Return the generated SASS code for all signatures encountered thus far, or the SASS code for a specific signature and compute_capability if given.

Requires nvdisasm to be available on the PATH.

inspect_types(file=None)¶: Produce a dump of the Python source of this function annotated with the corresponding Numba IR and type information. The dump is written to file, or sys.stdout if file is None.

specialize(*args)¶: Create a new instance of this dispatcher specialized for the given args.

property specialized¶: True if the Dispatcher has been specialized.

Intrinsic Attributes and Functions¶

The remainder of the attributes and functions in this section may only be called from within a CUDA Kernel.

Thread Indexing¶

numba.cuda.threadIdx¶: The thread indices in the current thread block, accessed through the attributes x, y, and z. Each index is an integer spanning the range from 0 inclusive to the corresponding value of the attribute in numba.cuda.blockDim exclusive.

numba.cuda.blockIdx¶: The block indices in the grid of thread blocks, accessed through the attributes x, y, and z. Each index is an integer spanning the range from 0 inclusive to the corresponding value of the attribute in numba.cuda.gridDim exclusive.

numba.cuda.blockDim¶: The shape of a block of threads, as declared when instantiating the kernel.

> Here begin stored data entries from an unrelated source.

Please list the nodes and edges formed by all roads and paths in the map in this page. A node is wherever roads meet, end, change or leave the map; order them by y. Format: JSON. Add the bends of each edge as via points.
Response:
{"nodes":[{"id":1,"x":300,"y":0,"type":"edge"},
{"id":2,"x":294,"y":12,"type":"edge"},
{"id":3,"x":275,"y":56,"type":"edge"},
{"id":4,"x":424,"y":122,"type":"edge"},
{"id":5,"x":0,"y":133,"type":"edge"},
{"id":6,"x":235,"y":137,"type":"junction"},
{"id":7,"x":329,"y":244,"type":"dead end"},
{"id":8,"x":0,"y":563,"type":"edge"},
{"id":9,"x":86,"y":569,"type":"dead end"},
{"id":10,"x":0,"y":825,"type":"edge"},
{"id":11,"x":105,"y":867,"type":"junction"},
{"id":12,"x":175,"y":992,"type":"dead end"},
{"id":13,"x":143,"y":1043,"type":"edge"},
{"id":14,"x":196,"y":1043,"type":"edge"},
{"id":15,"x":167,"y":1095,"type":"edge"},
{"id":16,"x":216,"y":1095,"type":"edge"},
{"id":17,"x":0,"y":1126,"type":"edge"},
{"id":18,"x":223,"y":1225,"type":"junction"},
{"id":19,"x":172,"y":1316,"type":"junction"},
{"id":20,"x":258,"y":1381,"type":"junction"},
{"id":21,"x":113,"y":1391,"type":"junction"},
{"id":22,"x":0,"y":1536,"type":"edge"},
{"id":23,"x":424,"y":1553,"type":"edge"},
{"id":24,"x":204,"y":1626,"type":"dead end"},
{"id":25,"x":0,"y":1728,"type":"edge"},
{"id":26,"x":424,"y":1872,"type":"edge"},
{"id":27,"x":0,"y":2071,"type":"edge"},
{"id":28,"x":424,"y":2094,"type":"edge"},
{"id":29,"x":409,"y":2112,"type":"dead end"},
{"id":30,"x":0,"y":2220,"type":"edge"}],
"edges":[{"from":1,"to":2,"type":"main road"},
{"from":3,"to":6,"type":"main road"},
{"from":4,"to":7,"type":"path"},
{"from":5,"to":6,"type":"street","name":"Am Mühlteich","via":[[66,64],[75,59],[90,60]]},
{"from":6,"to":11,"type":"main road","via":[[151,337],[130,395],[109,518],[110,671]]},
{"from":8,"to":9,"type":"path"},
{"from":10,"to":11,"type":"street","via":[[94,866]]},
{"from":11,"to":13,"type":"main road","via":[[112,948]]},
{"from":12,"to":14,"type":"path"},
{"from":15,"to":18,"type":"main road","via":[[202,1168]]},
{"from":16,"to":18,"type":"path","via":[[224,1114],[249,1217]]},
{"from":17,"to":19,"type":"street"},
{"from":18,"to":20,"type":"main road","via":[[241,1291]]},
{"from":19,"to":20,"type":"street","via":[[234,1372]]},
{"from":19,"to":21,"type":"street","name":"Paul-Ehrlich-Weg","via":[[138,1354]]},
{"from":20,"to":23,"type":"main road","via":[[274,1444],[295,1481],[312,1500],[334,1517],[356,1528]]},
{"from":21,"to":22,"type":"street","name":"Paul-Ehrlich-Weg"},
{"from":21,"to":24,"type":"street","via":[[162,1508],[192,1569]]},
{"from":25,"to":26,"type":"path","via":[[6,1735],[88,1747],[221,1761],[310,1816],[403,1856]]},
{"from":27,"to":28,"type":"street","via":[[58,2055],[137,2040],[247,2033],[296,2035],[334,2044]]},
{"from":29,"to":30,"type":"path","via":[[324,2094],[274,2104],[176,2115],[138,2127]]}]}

This value is the same for all threads in a given kernel, even if they belong to different blocks (i.e. each block is “full”).

numba.cuda.gridDim¶: The shape of the grid of blocks, accessed through the attributes x, y, and z.

numba.cuda.laneid¶: The thread index in the current warp, as an integer spanning the range from 0 inclusive to the numba.cuda.warpsize exclusive.

numba.cuda.warpsize¶: The size in threads of a warp on the GPU. Currently this is always 32.

numba.cuda.grid(ndim)¶

Return the absolute position of the current thread in the entire grid of blocks. ndim should correspond to the number of dimensions declared when instantiating the kernel. If ndim is 1, a single integer is returned. If ndim is 2 or 3, a tuple of the given number of integers is returned.

Computation of the first integer is as follows:

cuda.threadIdx.x + cuda.blockIdx.x * cuda.blockDim.x

and is similar for the other two indices, but using the y and z attributes.

numba.cuda.gridsize(ndim)¶

Return the absolute size (or shape) in threads of the entire grid of blocks. ndim should correspond to the number of dimensions declared when instantiating the kernel.

Computation of the first integer is as follows:

cuda.blockDim.x * cuda.gridDim.x

and is similar for the other two indices, but using the y and z attributes.

Memory Management¶

numba.cuda.shared.array(shape, dtype)¶

Creates an array in the local memory space of the CUDA kernel with the given shape and dtype.

Returns an array with its content uninitialized.

Note

All threads in the same thread block sees the same array.

numba.cuda.local.array(shape, dtype)¶

Creates an array in the local memory space of the CUDA kernel with the given shape and dtype.

Returns an array with its content uninitialized.

Note

Each thread sees a unique array.

numba.cuda.const.array_like(ary)¶

Copies the ary into constant memory space on the CUDA kernel at compile time.

Returns an array like the ary argument.

Note

All threads and blocks see the same array.

Synchronization and Atomic Operations¶

numba.cuda.atomic.add(array, idx, value)¶

Perform array[idx] += value. Support int32, int64, float32 and float64 only. The idx argument can be an integer or a tuple of integer indices for indexing into multiple dimensional arrays. The number of element in idx must match the number of dimension of array.